La magia di ingredienti ben mescolati e sapientemente elaborati:
soprattutto il ricordo di una stagione della vita, che non c’è più
di Marina Zinzani
Mia
moglie questa sera fa le polpette. Con il sugo. Con i piselli. Una delizia,
penserà qualcuno. Cosa c’è di meglio di questo piatto, dai sapori equilibrati
che richiama anche una bella fetta di pane, meglio se toscano, per raccogliere
il sugo e mangiarselo con un piacere intenso? Il rosso del pomodoro, il verde
dei piselli e le polpette, ah, che delizia!
Ci
sono diverse ricette per le polpette, io conosco quella che prevede la carne di
manzo macinata, unita a del parmigiano e a del pane bagnato nel latte, e poi un
uovo, prezzemolo, sale e pepe. Le polpette devono essere cotte qualche minuto
in padella con un filo, piccolissimo, di olio, e poi si unisce del sugo di
pomodoro, fatto con la cipolla, e dei piselli. Cuocere a fuoco basso per
quindici minuti.
Il
procedimento più o meno è questo. Non è una ricetta lunga, quindi, neanche
laboriosa. Il problema è che mia moglie non sa farle. O meglio, poverina, fa
quello che può. C’è sempre un motivo per cui il piatto non riesce bene: ha
messo troppo sale, o ne ha messo troppo poco, ha dimenticato il prezzemolo, il
parmigiano non si sentiva, e infatti non l’aveva messo.
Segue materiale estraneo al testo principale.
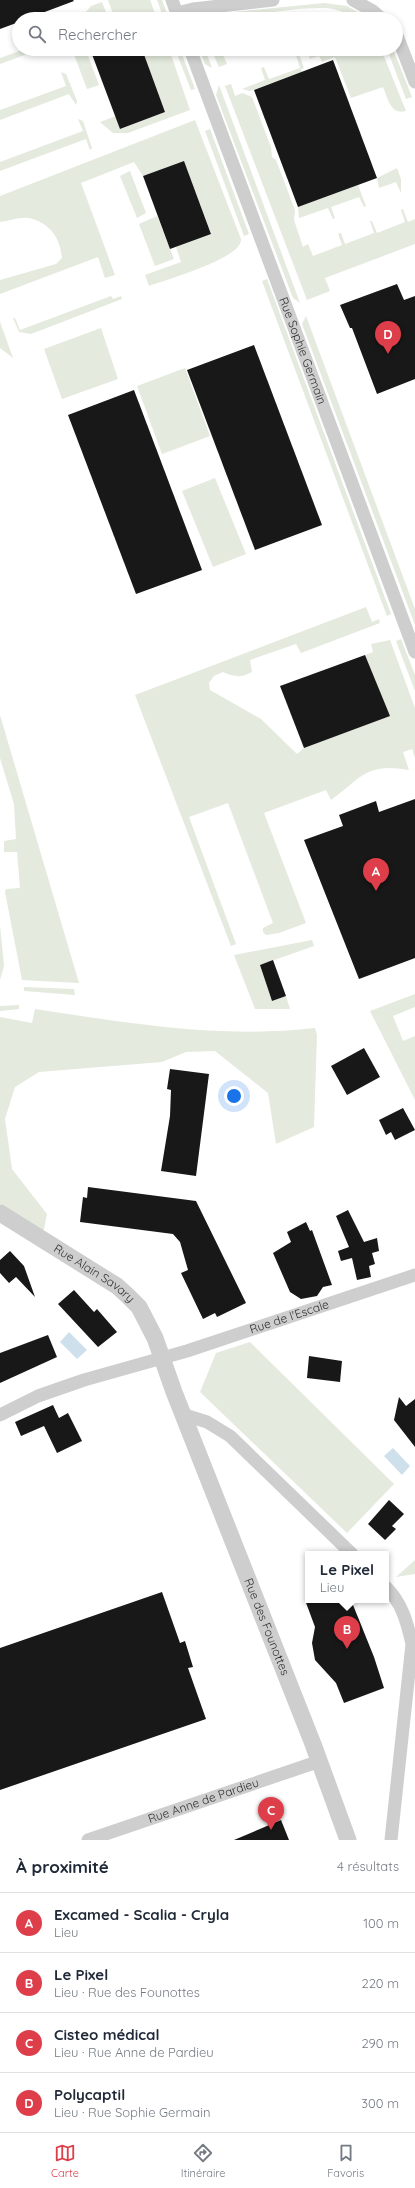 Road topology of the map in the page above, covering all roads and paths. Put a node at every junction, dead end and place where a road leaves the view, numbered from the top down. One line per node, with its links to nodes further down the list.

E poi, anche quella
volta che riesce ed equilibrare gli ingredienti, non sono molto saporite. Certo,
dipende anche dal sugo di pomodoro, e anche lì si rileva qualche mancanza. C’è
sempre un problema di marca di pomodori, di passata, o di pomodori a pezzi,
sembrano questi i motivi per cui il sugo non fa impazzire.
Ma
non gliene voglio. Lei fa del suo meglio. Una volta ho provato a dirle che
quelle di mia madre erano polpette eccezionali. Dovrei dire mitiche, ma sembra
una parola eccessiva. Si sentiva l’odore da fuori, e il sugo, e il sapore delle
polpette erano una cosa da far suonare i campanelli. Mi ricordo che da piccolo
assistevo al rito delle polpette: cosa che per lei era consuetudine, ma la
vedevo mescolare tutti gli ingredienti con le mani, e poi faceva queste
palline. Già belle a vedersi, perfette, uguali. Quelle di mia moglie non sono
neanche regolari. Alcune grandi, alcune piccole.
Mia
madre è mancata qualche anno fa, e i ricordi di bambino sono un sacco sulla
schiena, quei sacchi di juta di tanto tempo fa, in cui si portava la legna, e i
pezzi di legno che abbiamo dentro il sacco servono per il fuoco e a scaldarci
tante volte, ma sono anche pesanti da portare, se ora c’è il silenzio in quella
casa, non c’è più lei ma una coppia di extracomunitari e lei è svanita, lei e
le sue polpette magiche, che mettevano di buonumore la sera, la domenica, ogni
giorno, ogni volta che le faceva. Mi manca, mia madre.
Ci
siamo. Sono arrivate in tavola, le polpette. Provo ad assaggiarne una, mia
moglie mi guarda e mi chiede ansiosa: “Allora, come sono?”
“Buone,
buone”, le dico. Sono sempre più sicuro che quello di mia madre, con le sue
ricette antiche, è un mondo svanito.
Le
polpette sono insipide. Non sono granché. Ma mangio, e lei mi guarda
soddisfatta.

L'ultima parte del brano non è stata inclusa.